Re: [Qemu-devel] [PATCH] pc-bios/s390-ccw: define loadparm length

[Farhan Ali]

On 05/29/2018 12:40 AM, Collin Walling wrote:

Loadparm is defined by the s390 architecture to be 8 bytes
in length. Let's define this size in the s390-ccw bios.

Suggested-by: Laszlo Ersek
Signed-off-by: Collin Walling
---
  pc-bios/s390-ccw/iplb.h | 4 +++-
  pc-bios/s390-ccw/main.c | 8 
  pc-bios/s390-ccw/sclp.c | 2 +-
  pc-bios/s390-ccw/sclp.h | 2 +-
  4 files changed, 9 insertions(+), 7 deletions(-)


Reviewed-by: Farhan Ali 

Re: [Qemu-devel] [PATCH] s390-ccw: force diag 308 subcode to unsigned long

[Farhan Ali]

On 05/03/2018 11:44 AM, Cornelia Huck wrote:

On Thu, 3 May 2018 11:25:08 -0400
Farhan Ali <al...@linux.ibm.com> wrote:


On 05/02/2018 08:52 AM, Cornelia Huck wrote:

We currently pass an integer as the subcode parameter. However,
the upper bits of the register containing the subcode need to
be 0, which is not guaranteed unless we explicitly specify the
subcode to be an unsigned long value.

Fixes: d046c51dad3 ("pc-bios/s390-ccw: Get device address via diag 308/6")
Cc:qemu-sta...@nongnu.org
Signed-off-by: Cornelia Huck<coh...@redhat.com>


Sorry for my ignorance, but is there a C standard that says upper bits
of an int is not guaranteed to be 0?


The value (5 resp. 6) is small enough to fit into a regular integer,
and the compiler generated a lhi for the load, which did not change any
upper values that might have been in the register previously. Telling
the compiler to treat the value as an unsigned long makes it generate a
lghi.



This makes sense now. Thanks for the explanation :)

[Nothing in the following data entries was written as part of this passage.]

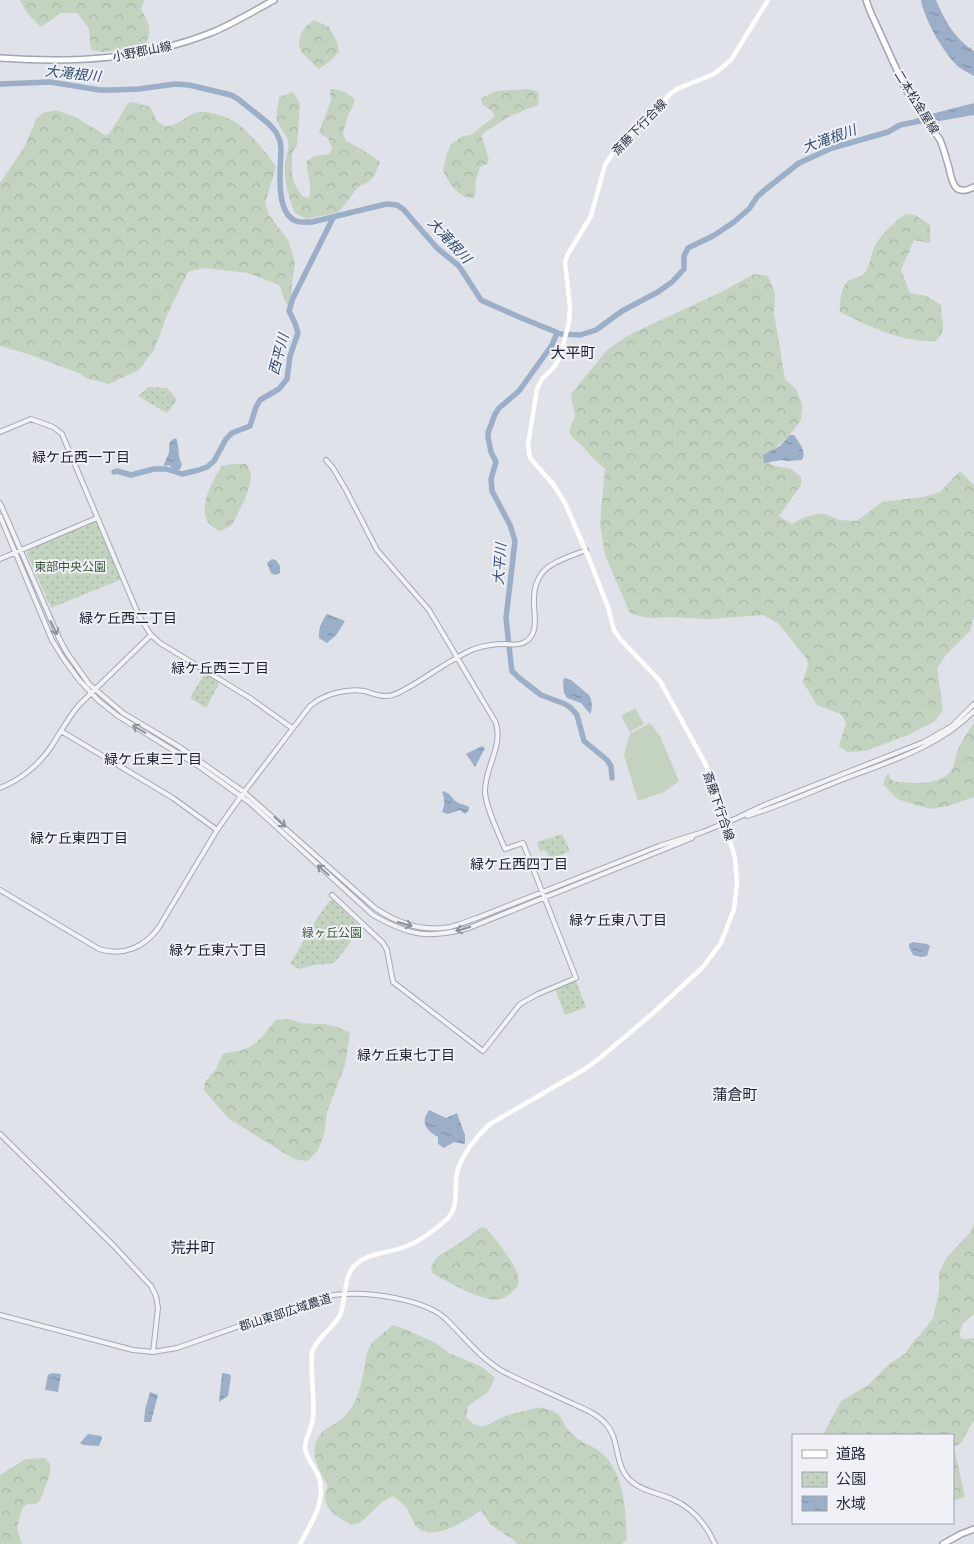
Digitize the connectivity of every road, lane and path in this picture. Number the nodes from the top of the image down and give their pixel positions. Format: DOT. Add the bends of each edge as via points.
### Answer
graph roads {
  1 [pos="274,0"];
  2 [pos="768,0"];
  3 [pos="866,0"];
  4 [pos="0,58"];
  5 [pos="974,187"];
  6 [pos="0,432"];
  7 [pos="326,460"];
  8 [pos="0,503"];
  9 [pos="0,516"];
  10 [pos="97,518"];
  11 [pos="586,550"];
  12 [pos="20,551"];
  13 [pos="16,553"];
  14 [pos="0,559"];
  15 [pos="151,635"];
  16 [pos="457,658"];
  17 [pos="93,691"];
  18 [pos="974,704"];
  19 [pos="974,711"];
  20 [pos="292,728"];
  21 [pos="61,730"];
  22 [pos="0,788"];
  23 [pos="244,792"];
  24 [pos="241,796"];
  25 [pos="737,818"];
  26 [pos="725,823"];
  27 [pos="217,830"];
  28 [pos="0,890"];
  29 [pos="332,895"];
  30 [pos="543,895"];
  31 [pos="0,1134"];
  32 [pos="344,1294"];
  33 [pos="0,1315"];
  34 [pos="153,1352"];
  35 [pos="974,1529"];
  36 [pos="300,1544"];
  37 [pos="715,1544"];
  38 [pos="942,1544"];
  1 -- 4 [label="main road, 小野郡山線" via="214,31 148,52 80,60"];
  2 -- 11 [label="main road, 斎藤下行合線" via="729,62 714,74 671,93 609,159 591,216 564,262 570,306 564,344 558,360 537,389 528,448 530,458 560,495"];
  3 -- 5 [label="main road, 二本松金屋線" via="905,88 943,147 954,186 963,190"];
  6 -- 10 [label="street" via="31,419 60,431"];
  7 -- 16 [label="street" via="342,483 377,550 429,610"];
  8 -- 12 [label="street"];
  9 -- 13 [label="street"];
  10 -- 12 [label="street"];
  10 -- 15 [label="street" via="139,616"];
  11 -- 16 [label="street" via="543,572 534,591 535,627 525,642 487,646"];
  11 -- 26 [label="main road, 斎藤下行合線" via="614,630 660,681 705,763"];
  12 -- 13 [label="street"];
  12 -- 17 [label="street, one-way" via="59,638"];
  13 -- 14 [label="street"];
  13 -- 17 [label="street" via="52,640 72,671"];
  15 -- 17 [label="street"];
  15 -- 20 [label="street" via="166,648 250,698"];
  16 -- 20 [label="street" via="391,696 363,691 329,695 310,706"];
  16 -- 30 [label="street" via="493,716 498,730 498,744 486,781 490,810 505,850 523,843"];
  17 -- 21 [label="street"];
  17 -- 23 [label="street"];
  24 -- 17 [label="street, one-way" via="200,766 118,716"];
  18 -- 25 [label="street" via="952,726 924,742"];
  19 -- 25 [label="street" via="953,730 930,744 773,807"];
  20 -- 23 [label="street"];
  21 -- 22 [label="street" via="33,767"];
  21 -- 27 [label="street" via="173,798"];
  23 -- 24 [label="street"];
  23 -- 30 [label="street, one-way" via="375,908 404,924 450,927"];
  24 -- 27 [label="street"];
  30 -- 24 [label="street, one-way" via="469,928 448,933 426,934 394,927 373,915"];
  25 -- 26 [label="street"];
  26 -- 30 [label="street"];
  26 -- 32 [label="main road, 斎藤下行合線" via="735,858 736,902 723,938 703,967 601,1057 486,1128 459,1166 450,1216 414,1243 358,1263 351,1272"];
  27 -- 28 [label="street" via="154,934 142,945 126,951 95,947"];
  29 -- 30 [label="street" via="383,943 393,982 483,1051 520,1004 576,978"];
  31 -- 34 [label="street" via="151,1286 158,1308"];
  32 -- 34 [label="street, 郡山東部広域農道" via="313,1300 177,1348"];
  32 -- 36 [label="main road, 斎藤下行合線" via="339,1317 312,1352 313,1415 305,1449 320,1478 322,1492 318,1508"];
  32 -- 37 [label="street, 郡山東部広域農道" via="390,1298 431,1308 497,1367 599,1417 611,1432 626,1476 639,1487 672,1499 693,1512"];
  33 -- 34 [label="street, 郡山東部広域農道"];
  35 -- 38 [label="main road"];
}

Re: [Qemu-devel] [PATCH] s390-ccw: force diag 308 subcode to unsigned long

[Farhan Ali]

On 05/03/2018 11:48 AM, Eric Blake wrote:

On 05/03/2018 10:25 AM, Farhan Ali wrote:

On 05/02/2018 08:52 AM, Cornelia Huck wrote:

We currently pass an integer as the subcode parameter. However,
the upper bits of the register containing the subcode need to
be 0, which is not guaranteed unless we explicitly specify the
subcode to be an unsigned long value.

Fixes: d046c51dad3 ("pc-bios/s390-ccw: Get device address via diag 
308/6")

Cc:qemu-sta...@nongnu.org
Signed-off-by: Cornelia Huck<coh...@redhat.com>


Sorry for my ignorance, but is there a C standard that says upper bits 
of an int is not guaranteed to be 0?


We're outside the bounds of the C standard because of the use of asm(). 
The problem here is that the compiler assigning a 32-bit int into a 
64-bit register uses the shortest sequence possible (leaving the upper 
64 bits garbage), because the compiler assumes you correctly wrote the 
assembly to only use 32-bit operations on that register (which don't 
care about the upper bits).  By using an unsigned long (a 64-bit value), 
the compiler instead emits assembly to write the full 64-bit register 
value, rather than leaving the upper bits as garbage; and this matters 
because we are subsequently using all 64 bits of the register in a later 
operation.  We could also use a signed long, even long long, or written 
it as: (store ? 6ULL : 5ULL) instead of using a temporary variable.  The 
crux of the fix is that you have to tell asm() that you want a 64-bit 
value written (the unpatched (store ? 6 : 5) is only a 32-bit value), 
and not whether that value is signed or unsigned (since the 
representation of both 6 and 5 are the same regardless of whether the 
type being written into the register is signed or not).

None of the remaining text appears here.